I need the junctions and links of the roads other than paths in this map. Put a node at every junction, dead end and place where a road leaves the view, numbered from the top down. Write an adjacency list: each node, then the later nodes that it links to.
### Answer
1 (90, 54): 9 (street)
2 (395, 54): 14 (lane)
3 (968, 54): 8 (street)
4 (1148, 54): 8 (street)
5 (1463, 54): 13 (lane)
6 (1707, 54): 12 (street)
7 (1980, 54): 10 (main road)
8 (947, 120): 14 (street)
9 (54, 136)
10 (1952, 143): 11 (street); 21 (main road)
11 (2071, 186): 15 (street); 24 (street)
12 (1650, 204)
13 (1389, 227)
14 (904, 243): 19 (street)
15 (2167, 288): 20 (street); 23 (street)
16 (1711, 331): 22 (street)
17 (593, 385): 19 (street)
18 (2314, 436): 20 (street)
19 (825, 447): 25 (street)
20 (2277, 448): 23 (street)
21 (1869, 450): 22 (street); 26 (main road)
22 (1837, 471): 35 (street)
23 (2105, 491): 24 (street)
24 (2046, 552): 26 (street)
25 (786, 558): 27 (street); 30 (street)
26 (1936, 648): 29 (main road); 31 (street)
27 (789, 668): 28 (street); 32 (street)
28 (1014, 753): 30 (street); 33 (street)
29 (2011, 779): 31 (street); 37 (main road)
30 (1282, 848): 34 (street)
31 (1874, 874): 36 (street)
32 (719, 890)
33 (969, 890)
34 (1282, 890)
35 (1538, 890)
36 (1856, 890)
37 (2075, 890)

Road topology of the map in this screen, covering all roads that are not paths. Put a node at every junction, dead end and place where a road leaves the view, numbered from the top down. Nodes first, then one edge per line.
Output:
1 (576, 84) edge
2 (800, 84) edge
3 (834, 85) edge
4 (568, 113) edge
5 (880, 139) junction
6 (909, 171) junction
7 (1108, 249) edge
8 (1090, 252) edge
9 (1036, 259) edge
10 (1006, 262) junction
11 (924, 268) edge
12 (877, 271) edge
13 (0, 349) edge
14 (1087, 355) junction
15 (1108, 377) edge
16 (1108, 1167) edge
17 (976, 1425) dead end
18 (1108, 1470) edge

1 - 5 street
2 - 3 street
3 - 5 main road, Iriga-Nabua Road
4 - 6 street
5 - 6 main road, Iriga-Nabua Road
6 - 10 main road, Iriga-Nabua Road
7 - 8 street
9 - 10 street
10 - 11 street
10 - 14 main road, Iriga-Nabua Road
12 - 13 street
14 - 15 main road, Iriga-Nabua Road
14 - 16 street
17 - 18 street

= = = = =

- Instructions to follow
Output the data in full, exactly as it stands.

- Completed exercise
I need the junctions and links of the roads other than paths in this map. Put a node at every junction, dead end and place where a road leaves the view, numbered from the top down. Write an adjacency list: each node, then the later nodes that it links to.
### Answer
1 (90, 54): 9 (street)
2 (395, 54): 14 (lane)
3 (968, 54): 8 (street)
4 (1148, 54): 8 (street)
5 (1463, 54): 13 (lane)
6 (1707, 54): 12 (street)
7 (1980, 54): 10 (main road)
8 (947, 120): 14 (street)
9 (54, 136)
10 (1952, 143): 11 (street); 21 (main road)
11 (2071, 186): 15 (street); 24 (street)
12 (1650, 204)
13 (1389, 227)
14 (904, 243): 19 (street)
15 (2167, 288): 20 (street); 23 (street)
16 (1711, 331): 22 (street)
17 (593, 385): 19 (street)
18 (2314, 436): 20 (street)
19 (825, 447): 25 (street)
20 (2277, 448): 23 (street)
21 (1869, 450): 22 (street); 26 (main road)
22 (1837, 471): 35 (street)
23 (2105, 491): 24 (street)
24 (2046, 552): 26 (street)
25 (786, 558): 27 (street); 30 (street)
26 (1936, 648): 29 (main road); 31 (street)
27 (789, 668): 28 (street); 32 (street)
28 (1014, 753): 30 (street); 33 (street)
29 (2011, 779): 31 (street); 37 (main road)
30 (1282, 848): 34 (street)
31 (1874, 874): 36 (street)
32 (719, 890)
33 (969, 890)
34 (1282, 890)
35 (1538, 890)
36 (1856, 890)
37 (2075, 890)

Road topology of the map in this screen, covering all roads that are not paths. Put a node at every junction, dead end and place where a road leaves the view, numbered from the top down. Nodes first, then one edge per line.
Output:
1 (576, 84) edge
2 (800, 84) edge
3 (834, 85) edge
4 (568, 113) edge
5 (880, 139) junction
6 (909, 171) junction
7 (1108, 249) edge
8 (1090, 252) edge
9 (1036, 259) edge
10 (1006, 262) junction
11 (924, 268) edge
12 (877, 271) edge
13 (0, 349) edge
14 (1087, 355) junction
15 (1108, 377) edge
16 (1108, 1167) edge
17 (976, 1425) dead end
18 (1108, 1470) edge

1 - 5 street
2 - 3 street
3 - 5 main road, Iriga-Nabua Road
4 - 6 street
5 - 6 main road, Iriga-Nabua Road
6 - 10 main road, Iriga-Nabua Road
7 - 8 street
9 - 10 street
10 - 11 street
10 - 14 main road, Iriga-Nabua Road
12 - 13 street
14 - 15 main road, Iriga-Nabua Road
14 - 16 street
17 - 18 street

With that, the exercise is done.